Nuevamente se pone sobre el tapete el tema de la tracción a sangre como medio de transporte de carga utilizado por los que comúnmente conocemos como “cartoneros” y nuevamente aparece todo un debate sobre la sustitución de la tracción a sangre por medios mecánicos. Tal
parece que la cuestión de la protección animal, la cuestión social y el tránsito son posibles de resolver con estas simples alternativas.
Por Pablo Aceto
Pre candidato a intendente Mar del Plata – Batán
Partido Socialista Auténtico
En principio, la actividad de recolección de residuos es mucho más amplia, de hecho la tracción a sangre no solo está relacionada con el tiro de caballos, que en apariencia es lo único que se discute, sino que en esta actividad, además se observan recicladores que adaptaron
carros en bicicletas y otros que tiran carros a pulso, que evidentemente también son del rubro “tracción a sangre”.
Por otro lado la discusión de caballo o moto, siempre deja al reciclador como un sujeto marginal el cual deberá adaptarse en función de una política de protección animal y ordenamiento de la circulación, sin importar demasiado su problemática situación. Este repetido debate
si moto o caballo ha fracasado reiteradas veces como consecuencia de la pobreza de su concepto que es incapaz de brindar soluciones, esto se puede atribuir a la falta de estudio sobre el tema. El debate moto o caballo es insuficiente.
El verdadero debate es si los recicladores urbanos son parte del sistema de recolección y procesamiento de los desechos urbanos. En este sentido, la discusión se amplía ya que son muchos los recursos aplicados por la Municipalidad de Gral. Pueyrredón, pero son pocos los
resultados.
Muchos son los ejemplos en que los recicladores urbanos ocupan un rol de gran importancia en el ciclo de recolección y procesamiento; pero para esto es preciso una mirada integral que abarque lo social, lo económico y lo ambientalista. Un claro ejemplo, es la ciudad de
Curitiba que con su programa “Lixo que nao é lixo” = (Basura que no es basura), involucró a toda la comunidad y en especial a los recicladores urbanos que actualmente procesan 150 toneladas diarias de basura que significan un ahorro en papel equivalente a 1.200 árboles/día y la ciudad ahorra millones de dólares en contratos con empresas recolectoras, liberando así gran cantidad de dinero para otras cosas como salud, educación, infraestructura, etc. Y este es el
tema medular, la construcción de un sistema que resuelva con los mismos recursos varios problemas al mismo tiempo.

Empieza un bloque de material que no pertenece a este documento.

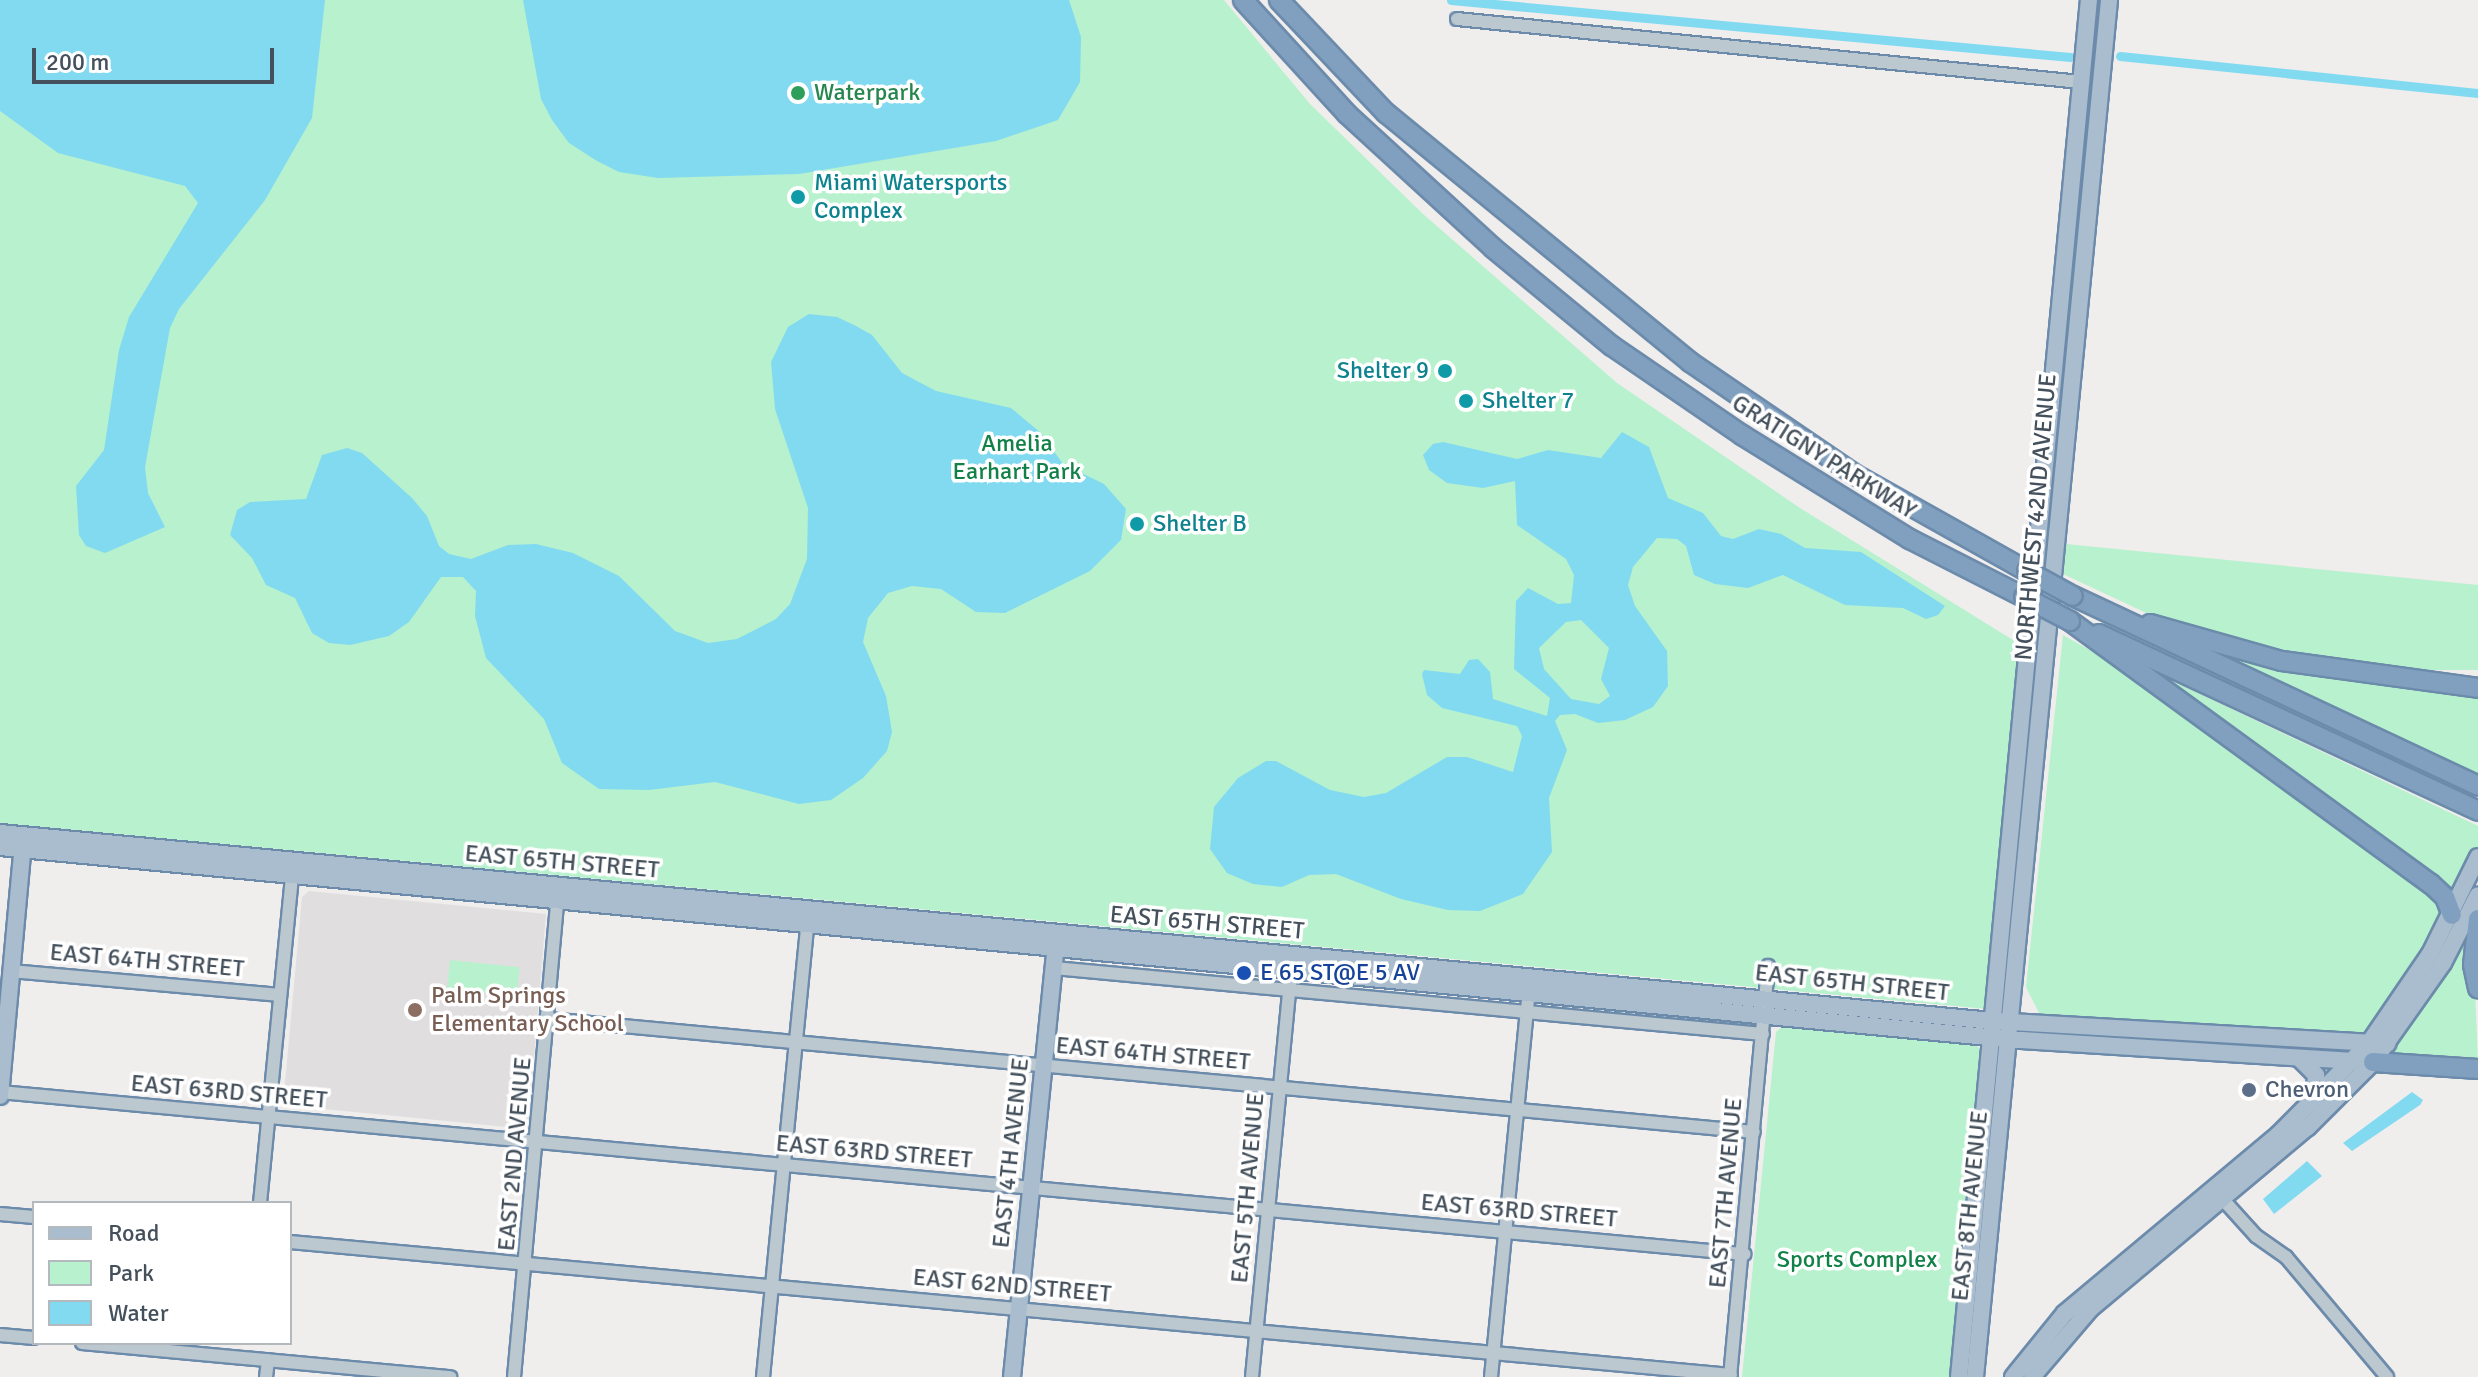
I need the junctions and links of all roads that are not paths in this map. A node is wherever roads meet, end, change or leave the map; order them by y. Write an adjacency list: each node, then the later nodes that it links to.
1 (1243, 0): 12 (highway, GRATIGNY PARKWAY, bridge)
2 (1279, 0): 11 (highway, GRATIGNY PARKWAY, bridge)
3 (2089, 0): 6 (main road, NORTHWEST 42ND AVENUE)
4 (2109, 0): 8 (main road, NORTHWEST 42ND AVENUE)
5 (1457, 19): 6 (street)
6 (2081, 82): 7 (main road, NORTHWEST 42ND AVENUE)
7 (2066, 247): 8 (main road); 9 (main road, NORTHWEST 42ND AVENUE)
8 (2086, 249): 10 (main road, NORTHWEST 42ND AVENUE)
9 (2048, 439): 10 (main road); 42 (main road, NORTHWEST 42ND AVENUE)
10 (2067, 440): 43 (main road, NORTHWEST 42ND AVENUE)
11 (2073, 596): 14 (highway); 16 (highway, GRATIGNY PARKWAY)
12 (2070, 621): 17 (highway, GRATIGNY PARKWAY); 25 (highway)
13 (2478, 674): 14 (highway)
14 (2427, 681): 15 (highway)
15 (2478, 688)
16 (2478, 786)
17 (2476, 810)
18 (0, 833): 19 (main road)
19 (23, 842): 20 (main road); 22 (main road, EAST 65TH STREET); 28 (main road)
20 (0, 847)
21 (2478, 857): 25 (main road)
22 (291, 870): 23 (main road, EAST 65TH STREET); 37 (street)
23 (558, 893): 26 (main road, EAST 65TH STREET); 40 (street, EAST 2ND AVENUE)
24 (2478, 895): 47 (main road)
25 (2452, 915): 46 (main road)
26 (808, 917): 29 (main road, EAST 65TH STREET); 45 (street)
27 (2478, 919): 35 (highway)
28 (8, 929): 33 (main road)
29 (1057, 940): 30 (main road, EAST 65TH STREET); 32 (main road, EAST 4TH AVENUE)
30 (1292, 962): 34 (main road, EAST 65TH STREET); 36 (street, EAST 5TH AVENUE)
31 (1768, 966): 38 (street, EAST 7TH AVENUE)
32 (1054, 968): 36 (street); 51 (main road, EAST 4TH AVENUE)
33 (11, 971): 37 (street, EAST 64TH STREET); 41 (main road)
34 (1529, 984): 38 (main road, EAST 65TH STREET); 39 (street)
35 (2478, 988)
36 (1289, 989): 39 (street); 53 (street, EAST 5TH AVENUE)
37 (280, 995): 57 (street)
38 (1765, 1006): 42 (main road, EAST 65TH STREET); 44 (street, EAST 7TH AVENUE)
39 (1526, 1011): 44 (street); 56 (street)
40 (548, 1019): 45 (street, EAST 64TH STREET); 59 (street, EAST 2ND AVENUE)
41 (3, 1029): 54 (main road)
42 (1992, 1029): 43 (main road, EAST 65TH STREET); 67 (main road, EAST 8TH AVENUE)
43 (2011, 1031): 46 (main road, EAST 65TH STREET); 48 (main road, EAST 65TH STREET); 68 (main road, EAST 8TH AVENUE)
44 (1763, 1034): 58 (street, EAST 7TH AVENUE)
45 (795, 1043): 51 (street, EAST 64TH STREET); 60 (street)
46 (2369, 1043): 47 (main road, EAST 65TH STREET); 49 (main road)
47 (2387, 1044): 50 (main road)
48 (2300, 1059): 49 (main road, EAST 65TH STREET); 55 (main road)
49 (2351, 1061): 50 (main road, EAST 65TH STREET); 55 (main road)
50 (2373, 1062): 52 (highway); 62 (main road)
51 (1044, 1066): 53 (street, EAST 64TH STREET); 61 (main road, EAST 4TH AVENUE)
52 (2478, 1069)
53 (1279, 1088): 56 (street, EAST 64TH STREET); 64 (street, EAST 5TH AVENUE)
54 (0, 1094): 57 (street, EAST 63RD STREET)
55 (2313, 1103): 62 (main road)
56 (1517, 1111): 58 (street, EAST 64TH STREET); 69 (street)
57 (268, 1118): 59 (street, EAST 63RD STREET); 63 (street)
58 (1754, 1132): 71 (street, EAST 7TH AVENUE)
59 (537, 1142): 60 (street, EAST 63RD STREET); 72 (street, EAST 2ND AVENUE)
60 (783, 1166): 61 (street, EAST 63RD STREET); 73 (street)
61 (1031, 1187): 64 (street, EAST 63RD STREET); 74 (main road, EAST 4TH AVENUE)
62 (2218, 1194): 93 (main road); 94 (main road); 95 (street)
63 (260, 1201)
64 (1269, 1211): 69 (street, EAST 63RD STREET); 75 (street, EAST 5TH AVENUE)
65 (0, 1214): 66 (street)
66 (32, 1217)
67 (1974, 1220): 68 (main road); 91 (main road, EAST 8TH AVENUE)
68 (1993, 1222): 92 (main road, EAST 8TH AVENUE)
69 (1505, 1232): 71 (street, EAST 63RD STREET); 80 (street)
70 (292, 1242): 72 (street, EAST 62ND STREET)
71 (1744, 1254): 83 (street, EAST 7TH AVENUE)
72 (528, 1266): 73 (street, EAST 62ND STREET); 86 (street, EAST 2ND AVENUE)
73 (772, 1285): 74 (street, EAST 62ND STREET); 87 (street)
74 (1019, 1309): 75 (street, EAST 62ND STREET); 88 (main road, EAST 4TH AVENUE)
75 (1256, 1331): 80 (street, EAST 62ND STREET); 89 (street, EAST 5TH AVENUE)
76 (0, 1335): 77 (street)
77 (32, 1338)
78 (104, 1345): 81 (street)
79 (247, 1345): 81 (street)
80 (1494, 1353): 83 (street, EAST 62ND STREET); 90 (street)
81 (246, 1358): 82 (street)
82 (268, 1360): 84 (street); 85 (street)
83 (1730, 1376)
84 (266, 1377)
85 (450, 1377)
86 (514, 1377)
87 (763, 1377)
88 (1012, 1377)
89 (1252, 1377)
90 (1491, 1377)
91 (1959, 1377)
92 (1975, 1377)
93 (2013, 1377)
94 (2032, 1377)
95 (2387, 1377)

En el próximo presupuesto municipal el costo de recolección de residuos superará ampliamente el rango de los 20 millones de pesos mensuales, a lo que hay que sumarle la sobre tasa en la boleta de OSSE que con el coqueto título de “Contribución Sustentable del AmbienteNatural y Urbano”, concentra gran cantidad de recursos pero no soluciona ni la limpieza de nuestra ciudad, ni basureros clandestinos ni el problema social.
Aclaración: La opinión vertida en este espacio no siempre coincide con el pensamiento de la Dirección General.